14. Optimization

There are three main computational steps when doing a Gaussian process fit with lsqfitgp:

  • Compute the prior covariance matrix using the kernel. This is \(O((n + m)^2)\) where n is the number of datapoints and m the number of additional points where the posterior is computed.

  • Solve a linear system of size n. This is \(O(n^3)\).

  • Take random samples from the posterior. This is \(O(m^3 + s)\) where s is the number of samples taken.

Since usually \(m \gg n\) because the plot is done on a finely spaced grid, the typical bottleneck is taking the samples, i.e., calling gvar.raniter(). This problem can be bypassed by plotting only the standard deviation band instead of taking samples, but it is less informative. To make gvar.raniter() faster, use its eps option: gvar.raniter(x, eps=1e-12). This forces it to use a Cholesky decomposition instead of a diagonalization.

In general the GP methods have options for doing everything without gvar, but don’t try to use all of them mindlessly before profiling the code to know where the bottleneck actually is. Python has the module cProfile for that, and in an IPython shell you can use %run -p. If you opt out of gvars, you can use lsqfitgp.raniter() to draw samples from an explicit mean vector and covariance matrix instead of gvar.raniter().

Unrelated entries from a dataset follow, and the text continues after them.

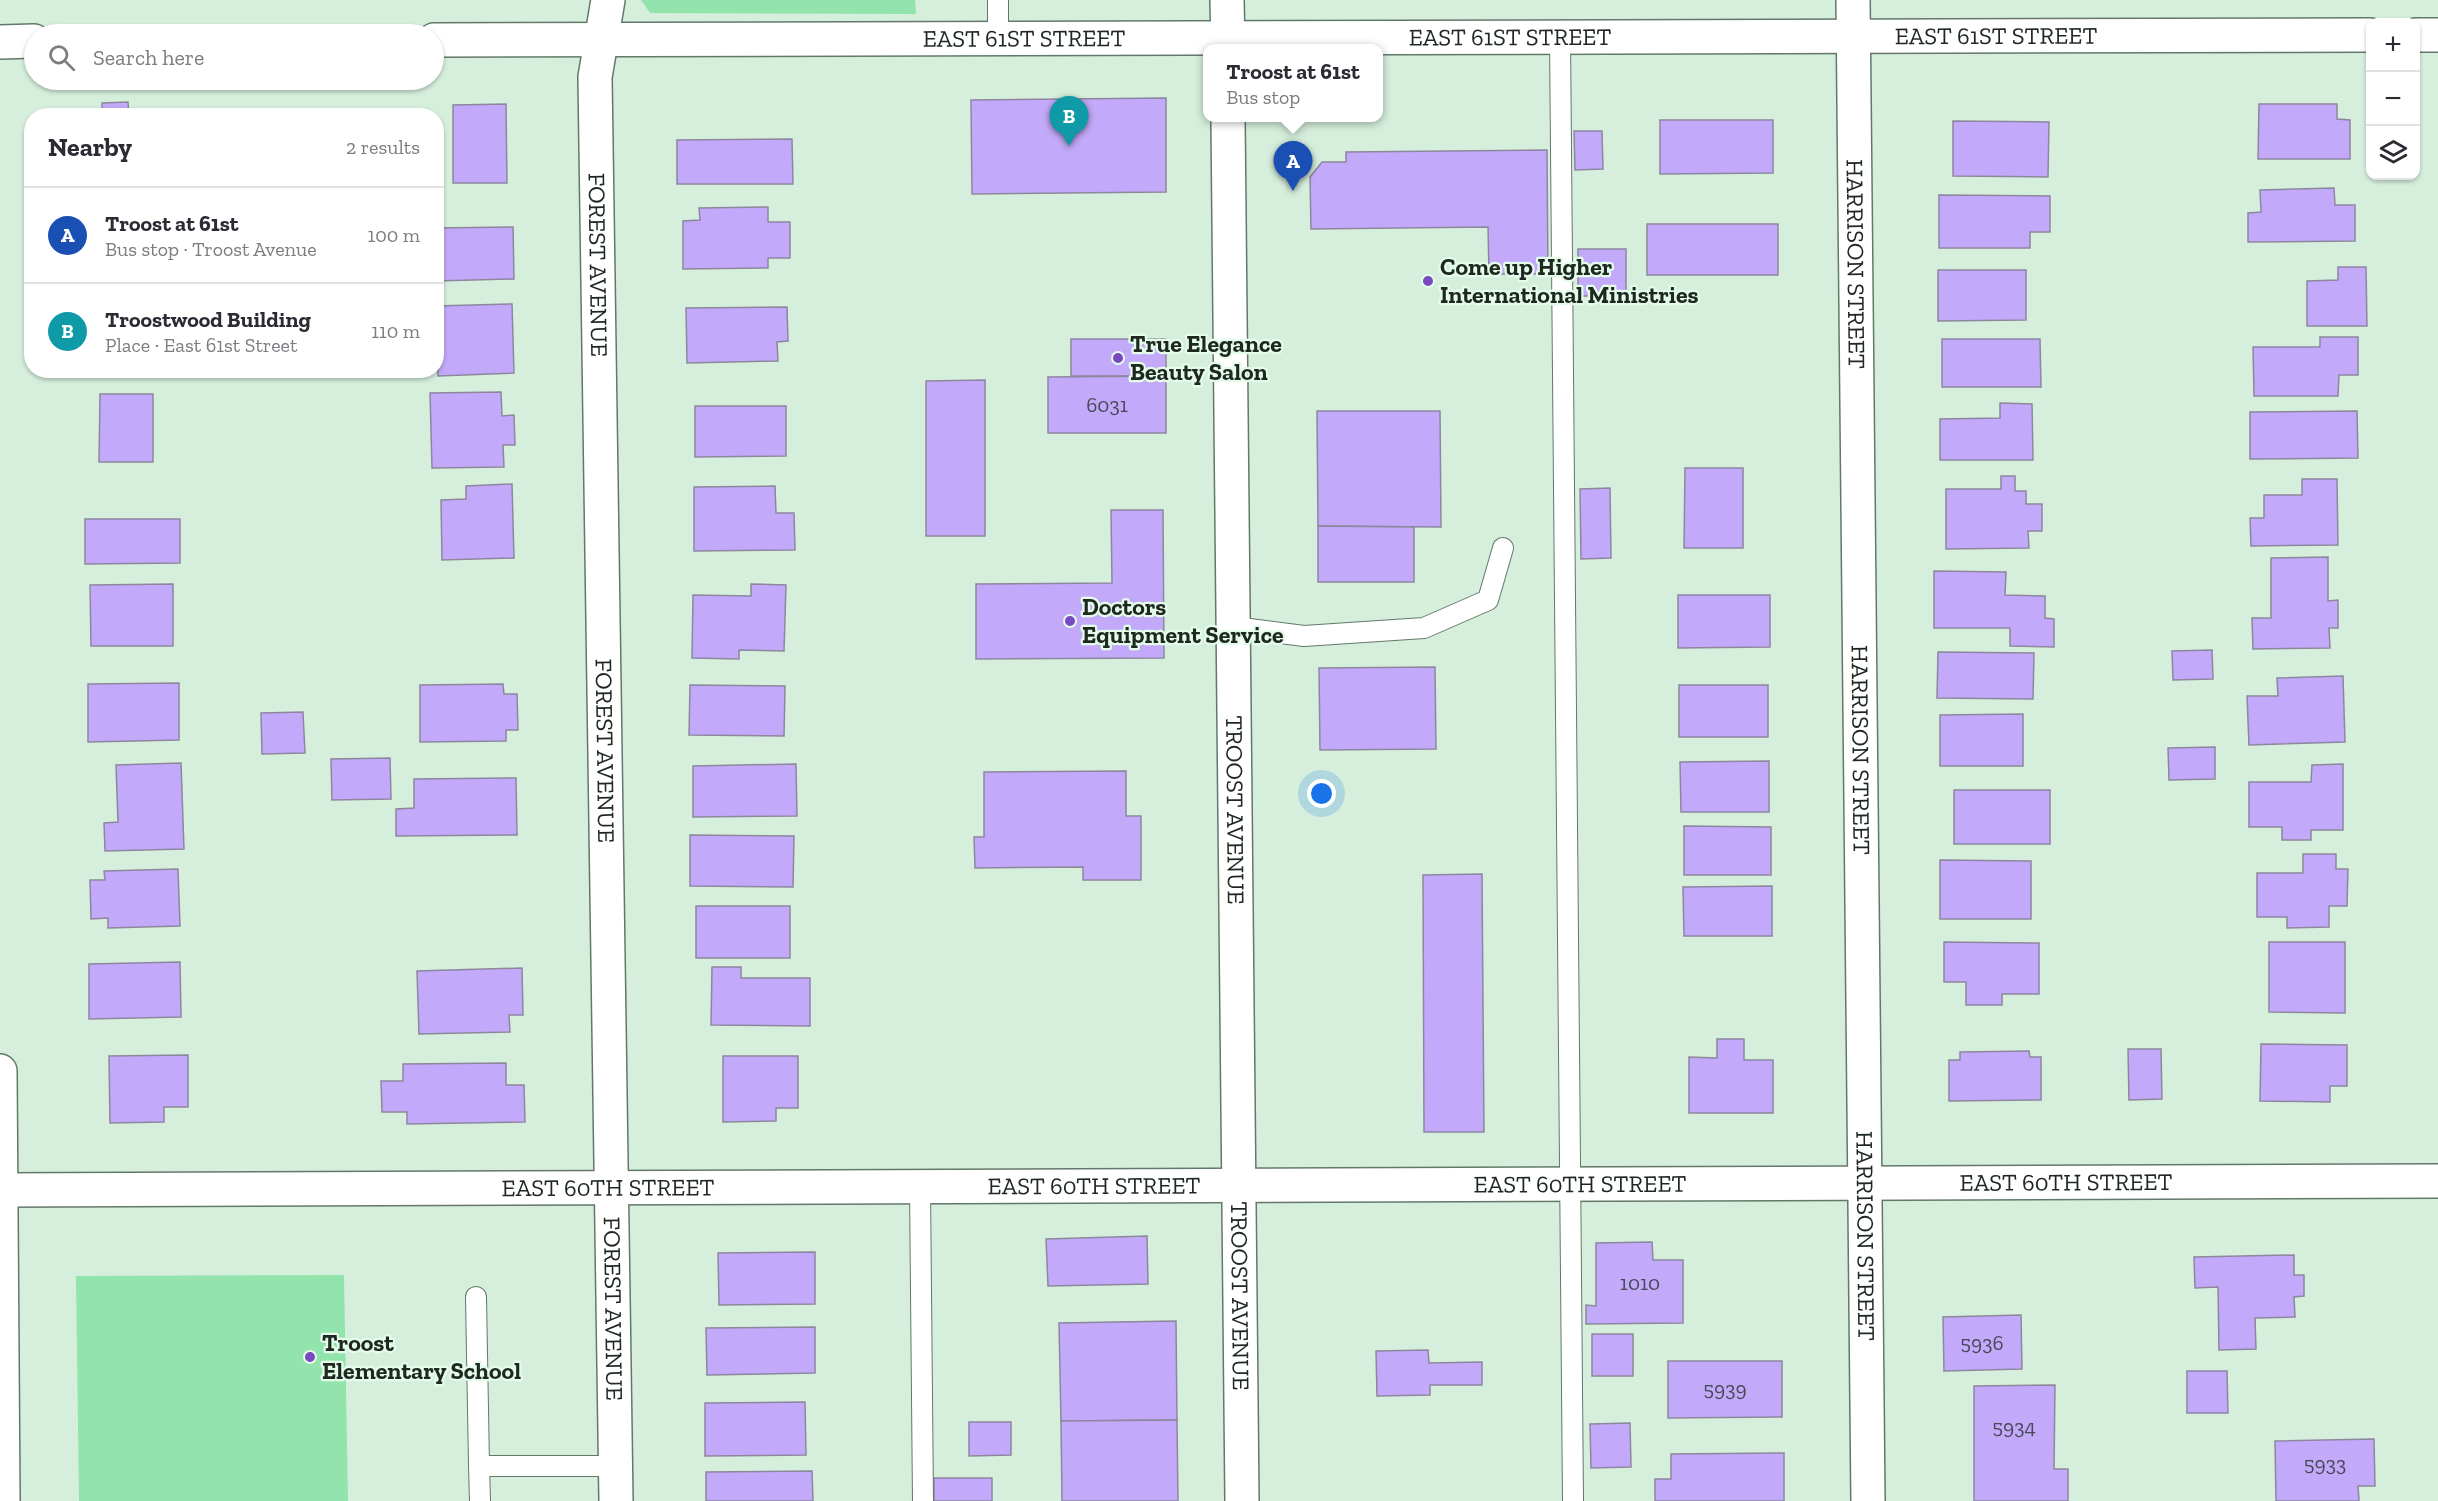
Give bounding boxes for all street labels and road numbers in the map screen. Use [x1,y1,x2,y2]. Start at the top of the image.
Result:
street label: EAST 61ST STREET [1895,21,2098,50]
street label: EAST 61ST STREET [1409,22,1612,51]
street label: EAST 61ST STREET [923,23,1126,53]
street label: HARRISON STREET [1841,159,1872,369]
street label: FOREST AVENUE [582,173,614,357]
street label: HARRISON STREET [1845,645,1877,855]
street label: FOREST AVENUE [590,659,621,843]
street label: TROOST AVENUE [1220,715,1251,905]
street label: HARRISON STREET [1850,1131,1881,1341]
street label: EAST 60TH STREET [1960,1167,2173,1197]
street label: EAST 60TH STREET [1474,1169,1687,1199]
street label: EAST 60TH STREET [988,1171,1201,1200]
street label: EAST 60TH STREET [502,1172,715,1202]
street label: TROOST AVENUE [1225,1201,1256,1391]
street label: FOREST AVENUE [598,1216,630,1401]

Once you have solved eventual gvar-related issues, if you have at least some hundreds of datapoints the next bottleneck is probably in GP.predfromdata(). Making it faster is quick: select a solver different from the default one when initializing the GP object, like GP(kernel, solver='chol'). This applies also when using empbayes_fit. And don’t forget to disable the positivity check: GP(kernel, solver='chol', checkpos=False).

Finally, if you have written a custom kernel, it may become a bottleneck. For example the letter counting kernel in A custom kernel: text classification was very slow. A quick way to get a 2x improvement is disabling the symmetry check in GP: GP(kernel, checksym=False).